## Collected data

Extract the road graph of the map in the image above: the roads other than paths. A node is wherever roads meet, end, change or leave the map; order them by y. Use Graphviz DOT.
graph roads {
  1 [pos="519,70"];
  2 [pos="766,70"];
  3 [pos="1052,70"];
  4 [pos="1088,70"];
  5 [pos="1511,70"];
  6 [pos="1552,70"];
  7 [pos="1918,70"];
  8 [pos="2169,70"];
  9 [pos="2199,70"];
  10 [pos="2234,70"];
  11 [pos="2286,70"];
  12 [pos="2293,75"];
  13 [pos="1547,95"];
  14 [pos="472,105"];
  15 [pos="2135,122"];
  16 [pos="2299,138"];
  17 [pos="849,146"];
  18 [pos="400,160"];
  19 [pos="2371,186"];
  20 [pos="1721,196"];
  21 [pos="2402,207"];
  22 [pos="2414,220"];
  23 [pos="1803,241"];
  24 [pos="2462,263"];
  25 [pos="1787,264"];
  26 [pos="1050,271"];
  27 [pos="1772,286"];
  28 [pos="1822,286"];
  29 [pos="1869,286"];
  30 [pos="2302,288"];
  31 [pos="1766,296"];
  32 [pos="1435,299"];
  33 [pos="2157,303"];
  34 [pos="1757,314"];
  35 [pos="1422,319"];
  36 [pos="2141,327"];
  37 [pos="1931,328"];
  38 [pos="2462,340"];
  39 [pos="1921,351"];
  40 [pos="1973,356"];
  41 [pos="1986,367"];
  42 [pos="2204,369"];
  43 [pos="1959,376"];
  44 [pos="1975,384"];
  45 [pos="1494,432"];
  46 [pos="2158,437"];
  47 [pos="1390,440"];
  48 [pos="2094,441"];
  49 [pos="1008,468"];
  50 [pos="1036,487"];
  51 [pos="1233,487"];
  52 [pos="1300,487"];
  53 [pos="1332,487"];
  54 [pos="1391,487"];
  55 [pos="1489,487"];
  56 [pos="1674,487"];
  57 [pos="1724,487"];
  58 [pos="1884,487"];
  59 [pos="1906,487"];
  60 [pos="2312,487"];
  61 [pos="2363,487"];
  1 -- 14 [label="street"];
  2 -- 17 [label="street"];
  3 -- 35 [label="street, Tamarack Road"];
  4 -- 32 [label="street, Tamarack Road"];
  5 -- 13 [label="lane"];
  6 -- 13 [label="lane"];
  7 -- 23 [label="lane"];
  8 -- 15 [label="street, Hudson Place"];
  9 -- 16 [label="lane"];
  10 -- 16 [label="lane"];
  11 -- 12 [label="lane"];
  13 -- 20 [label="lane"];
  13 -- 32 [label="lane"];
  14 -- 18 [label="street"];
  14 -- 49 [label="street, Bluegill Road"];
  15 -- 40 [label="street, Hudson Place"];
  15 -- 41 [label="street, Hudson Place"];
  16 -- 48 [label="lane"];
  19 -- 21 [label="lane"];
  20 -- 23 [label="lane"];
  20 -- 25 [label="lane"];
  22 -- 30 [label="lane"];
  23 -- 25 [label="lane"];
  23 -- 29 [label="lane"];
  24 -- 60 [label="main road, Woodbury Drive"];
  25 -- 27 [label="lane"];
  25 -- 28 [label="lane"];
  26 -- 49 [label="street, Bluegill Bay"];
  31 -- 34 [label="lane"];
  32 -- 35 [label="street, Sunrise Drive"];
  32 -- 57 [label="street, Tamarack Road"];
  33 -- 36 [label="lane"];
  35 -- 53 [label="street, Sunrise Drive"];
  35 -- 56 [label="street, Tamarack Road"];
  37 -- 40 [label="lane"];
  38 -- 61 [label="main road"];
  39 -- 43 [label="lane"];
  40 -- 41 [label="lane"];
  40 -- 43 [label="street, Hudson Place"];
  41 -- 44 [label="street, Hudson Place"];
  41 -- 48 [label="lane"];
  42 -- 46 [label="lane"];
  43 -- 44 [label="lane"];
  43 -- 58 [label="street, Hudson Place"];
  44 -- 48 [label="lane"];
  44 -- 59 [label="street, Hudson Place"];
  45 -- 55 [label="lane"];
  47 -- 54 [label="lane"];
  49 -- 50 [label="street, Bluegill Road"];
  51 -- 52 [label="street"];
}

## What to produce
Above are the records; copy each line from them that includes the string "graph".

## Output below
Extract the road graph of the map in the image above: the roads other than paths. A node is wherever roads meet, end, change or leave the map; order them by y. Use Graphviz DOT.
graph roads {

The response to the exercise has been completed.